What you need to do — Would you write out the listing verbatim and skip every picture in it?

Supplied entries —

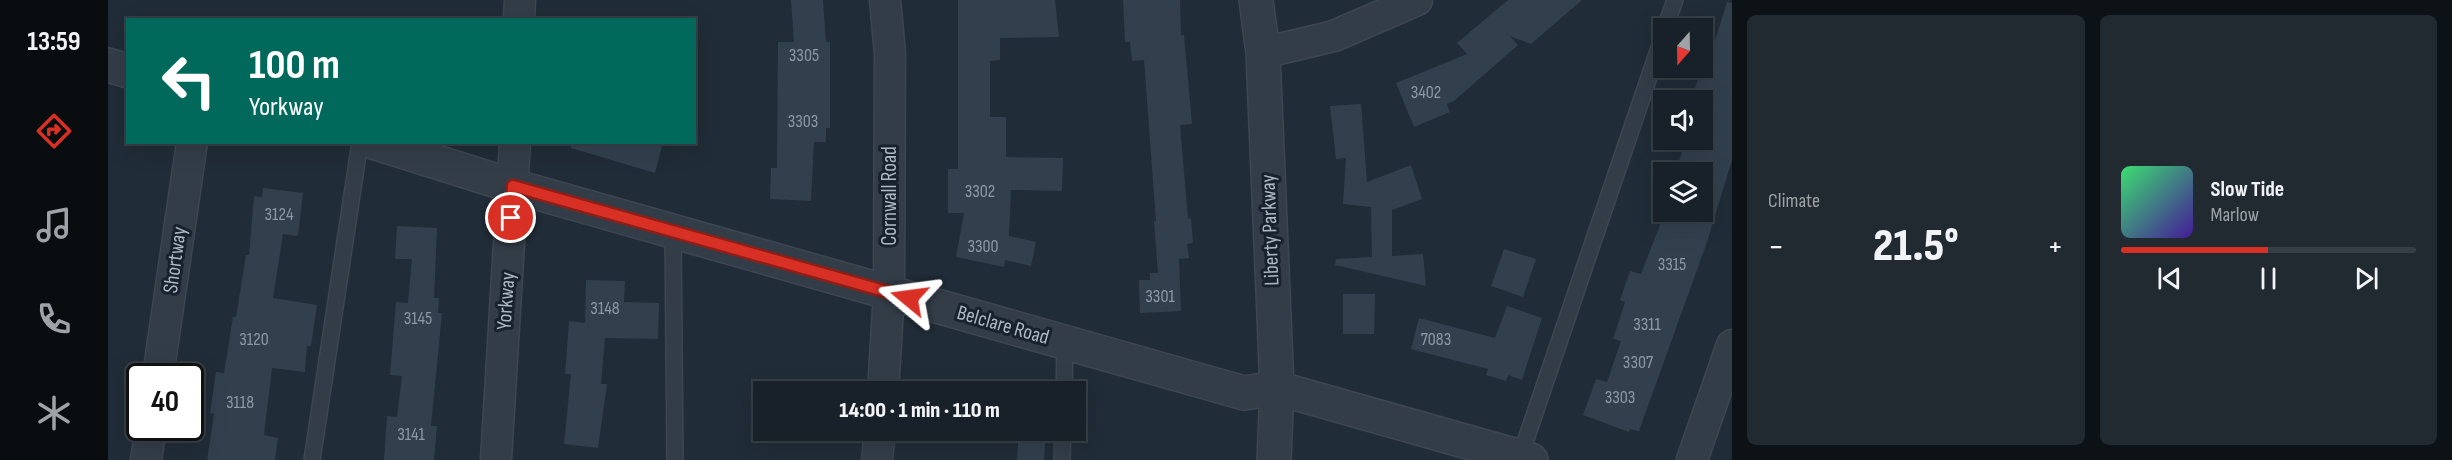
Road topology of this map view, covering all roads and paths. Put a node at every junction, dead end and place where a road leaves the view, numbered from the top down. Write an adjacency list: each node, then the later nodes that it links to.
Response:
1 (520, 0): 6 (street)
2 (885, 0): 18 (street, Cornwall Road)
3 (1256, 0): 8 (street, Liberty Parkway)
4 (1417, 0): 8 (street)
5 (1675, 0): 7 (lane)
6 (519, 18)
7 (1669, 18)
8 (1263, 53): 24 (street, Liberty Parkway)
9 (108, 65): 11 (street)
10 (1653, 67): 29 (lane)
11 (126, 70)
12 (192, 144): 21 (street, Shortway)
13 (360, 144): 31 (lane)
14 (379, 144): 16 (street, Belclare Road)
15 (515, 144): 16 (street, Yorkway)
16 (513, 186): 17 (street, Belclare Road); 32 (street, Yorkway)
17 (673, 230): 18 (street, Belclare Road); 33 (lane)
18 (889, 292): 19 (street, Belclare Road); 22 (street, Cornwall Road)
19 (1065, 343): 23 (lane); 24 (street, Belclare Road)
20 (1732, 345): 37 (street)
21 (160, 363)
22 (884, 381)
23 (1064, 381)
24 (1277, 388): 28 (street, Belclare Road); 36 (street, Liberty Parkway)
25 (149, 441): 30 (street)
26 (879, 441): 34 (street)
27 (1063, 441): 35 (lane)
28 (1488, 455): 29 (street, Belclare Road)
29 (1526, 459)
30 (146, 460)
31 (312, 460)
32 (495, 460)
33 (675, 460)
34 (877, 460)
35 (1062, 460)
36 (1274, 460)
37 (1692, 460)

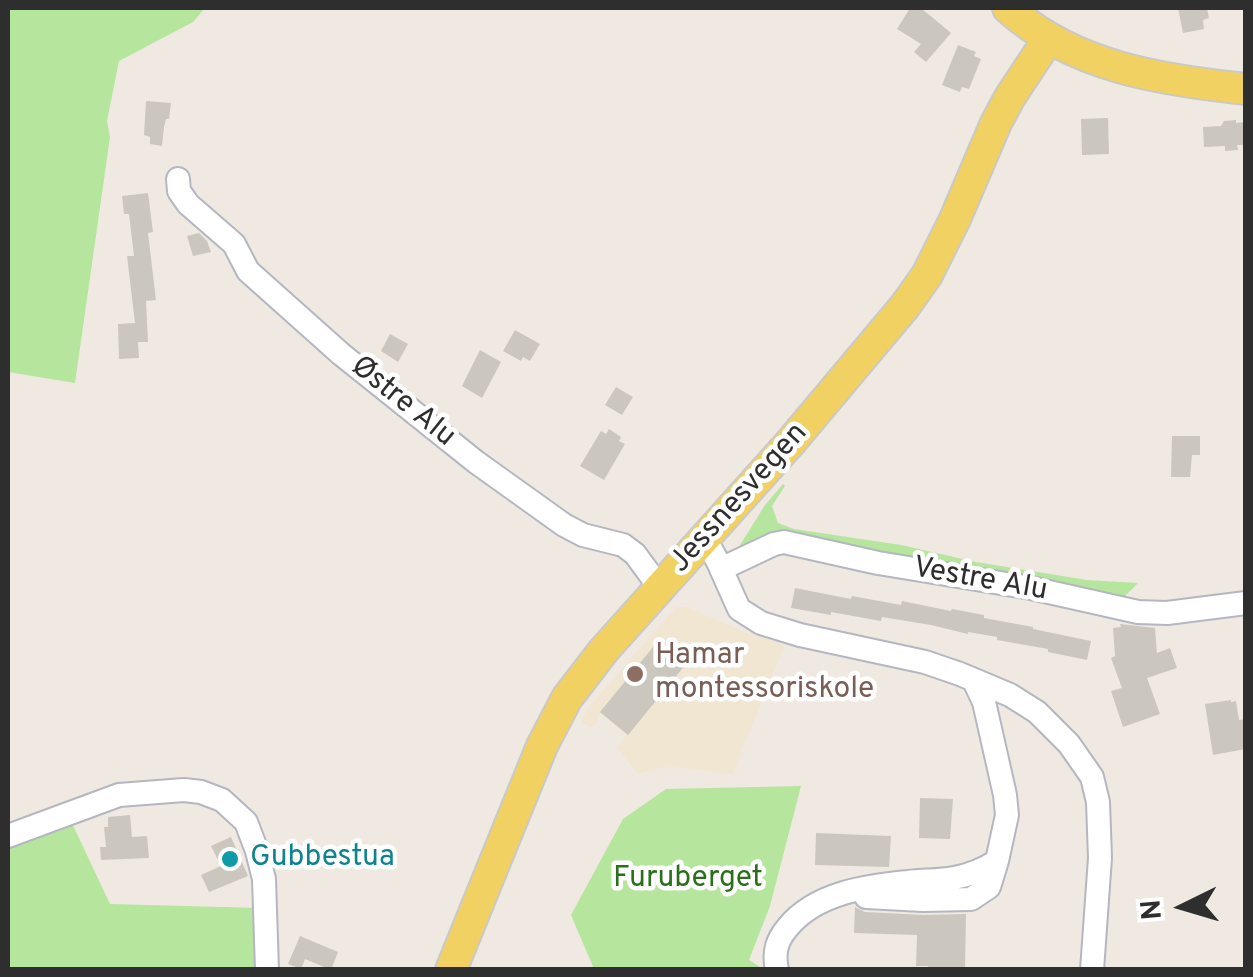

Worked solution —
Road topology of this map view, covering all roads and paths. Put a node at every junction, dead end and place where a road leaves the view, numbered from the top down. Write an adjacency list: each node, then the later nodes that it links to.
Response:
1 (520, 0): 6 (street)
2 (885, 0): 18 (street, Cornwall Road)
3 (1256, 0): 8 (street, Liberty Parkway)
4 (1417, 0): 8 (street)
5 (1675, 0): 7 (lane)
6 (519, 18)
7 (1669, 18)
8 (1263, 53): 24 (street, Liberty Parkway)
9 (108, 65): 11 (street)
10 (1653, 67): 29 (lane)
11 (126, 70)
12 (192, 144): 21 (street, Shortway)
13 (360, 144): 31 (lane)
14 (379, 144): 16 (street, Belclare Road)
15 (515, 144): 16 (street, Yorkway)
16 (513, 186): 17 (street, Belclare Road); 32 (street, Yorkway)
17 (673, 230): 18 (street, Belclare Road); 33 (lane)
18 (889, 292): 19 (street, Belclare Road); 22 (street, Cornwall Road)
19 (1065, 343): 23 (lane); 24 (street, Belclare Road)
20 (1732, 345): 37 (street)
21 (160, 363)
22 (884, 381)
23 (1064, 381)
24 (1277, 388): 28 (street, Belclare Road); 36 (street, Liberty Parkway)
25 (149, 441): 30 (street)
26 (879, 441): 34 (street)
27 (1063, 441): 35 (lane)
28 (1488, 455): 29 (street, Belclare Road)
29 (1526, 459)
30 (146, 460)
31 (312, 460)
32 (495, 460)
33 (675, 460)
34 (877, 460)
35 (1062, 460)
36 (1274, 460)
37 (1692, 460)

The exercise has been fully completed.